In an age when it is increasingly common for a colt to reach the Kentucky Derby Presented by Yum! Brands (gr. I) with no more than four or five lifetime starts under its belt, one sharp race in February by a lightly tried youngster tends to inspire owners and trainers to start plotting a course to the roses. But Starlight Racing may be bucking the trend. After Thunder Moccasin's visually impressive win Feb. 11 in the Hutcheson Stakes (gr. II), the stable's tentative plan is not roses in May but one-turn sprint races—at least for now.
History may be playing a role in the decision, for another Starlight runner, Keyed Entry (owned in partnership with Donald Lucarelli—now a partner in Starlight Racing—and Paul Saylor), won the Hutcheson in 2006, setting a Gulfstream Park track record for 7½ furlongs. Unfortunately for his owners' Derby dreams, the Honour and Glory colt (a half brother to this year's classic hopeful Algorithms ) proved unable to transition to longer distances and may have had a promising career as a sprinter compromised.

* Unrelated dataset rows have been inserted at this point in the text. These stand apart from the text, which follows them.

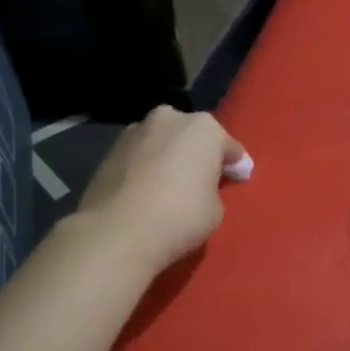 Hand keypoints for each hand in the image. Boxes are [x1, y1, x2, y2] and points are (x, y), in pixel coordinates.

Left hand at [73, 106, 246, 277]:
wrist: (117, 232)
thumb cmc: (180, 217)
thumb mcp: (215, 209)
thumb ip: (212, 189)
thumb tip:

Rather similarly to Keyed Entry, Thunder Moccasin has a pedigree that close up suggests shorter distances as his forte, but with staying elements further back. He is from the second crop of A. P. Warrior, a grade II winner on both dirt and turf at 8½ furlongs. That distance turned out to be his limit, although he ran third three times in graded events at nine furlongs—somewhat disappointing for a son of Belmont Stakes and Breeders' Cup Classic (both gr. I) winner A.P. Indy.
A. P. Warrior probably owes his shorter tether to his dam Warrior Queen (by Quiet American), whose wins were both over six furlongs in Ireland. While she had enough class to win a listed stakes as a juvenile, she was badly out of her depth when sent over for the 1999 Breeders' Cup Juvenile Fillies (gr. I) —her lone start at more than six furlongs—and floundered home eighth of nine. Given the difference in both distance and surface from what she had been doing, it was perhaps not a fair test, but she was not given another opportunity to show her mettle over longer trips though her pedigree suggested that a mile should have been within her scope. While she was inbred 3x3 to the speedy Mr. Prospector, both crosses were through sons (Fappiano and Afleet) that were grade I winners at a mile and graded winners at nine furlongs. Further, while Quiet American's biggest win was in the 1990 NYRA Mile Handicap (gr. I), he stayed well enough to finish second in the Charles H. Strub Stakes (gr. I) at 10 furlongs.
Bred in Kentucky by Stonewall Farm Stallions, Thunder Moccasin also has speed close up on the dam's side. He is out of One Stormy Mama, whose sire Storm Cat was a reliable source of both precocity and speed. Appearances can be deceiving, however, for One Stormy Mama took down both her career victories at distances longer than a mile while failing six times from six starts in sprints.
One Stormy Mama was not the only curve ball thrown out by her dam Wicked Mama, for the latter mare also produced grade III-placed Saada, a son of the staying Thunder Gulch , whose five wins were at an average distance of six furlongs. Herself winner of the 1995 Dade Breeders' Cup Turf Classic Stakes over eight furlongs, Wicked Mama was bred along staying lines, being by Devil's Bag (a juvenile champion, but bred to stay classic distances) out of Conjuror, by 1970 English Triple Crown winner Nijinsky II. While unraced, Conjuror was closely related to 1983 Prix du Jockey Club (Fr-I) winner Caerleon, a son of Nijinsky II whose dam Foreseer (by Round Table) was also the dam of Conjuror's dam Palmistry (by Forli). The last-named mare was a stakes winner on both dirt and turf at Santa Anita.
Thunder Moccasin is inbred 4x4 to the great Secretariat through his classy daughters Weekend Surprise (dam of A.P. Indy) and Terlingua (dam of Storm Cat), but another interesting angle of his pedigree is the pairing of Storm Cat's sire Storm Bird (Northern Dancer—South Ocean) with his close relative Ocean's Answer, granddam of Warrior Queen. A stakes winner as a juvenile in Canada, Ocean's Answer is by Northern Dancer's son Northern Answer out of South Ocean.
Thunder Moccasin is perhaps lucky to be owned and trained by the same connections as the aforementioned Algorithms. With a promising candidate for the Triple Crown events already in the barn, neither Starlight Racing nor trainer Todd Pletcher have any pressing need to try to stretch out Thunder Moccasin early. This does not preclude the possibility that the athletic bay may not try longer trips later in his career, but it may mean a better chance for him to develop on his own schedule rather than on one dictated by Derby fever. And if he does show up for, say, the Preakness Stakes (gr. I) rather than the Kentucky Derby, he could be a very interesting fresh face along the Triple Crown trail.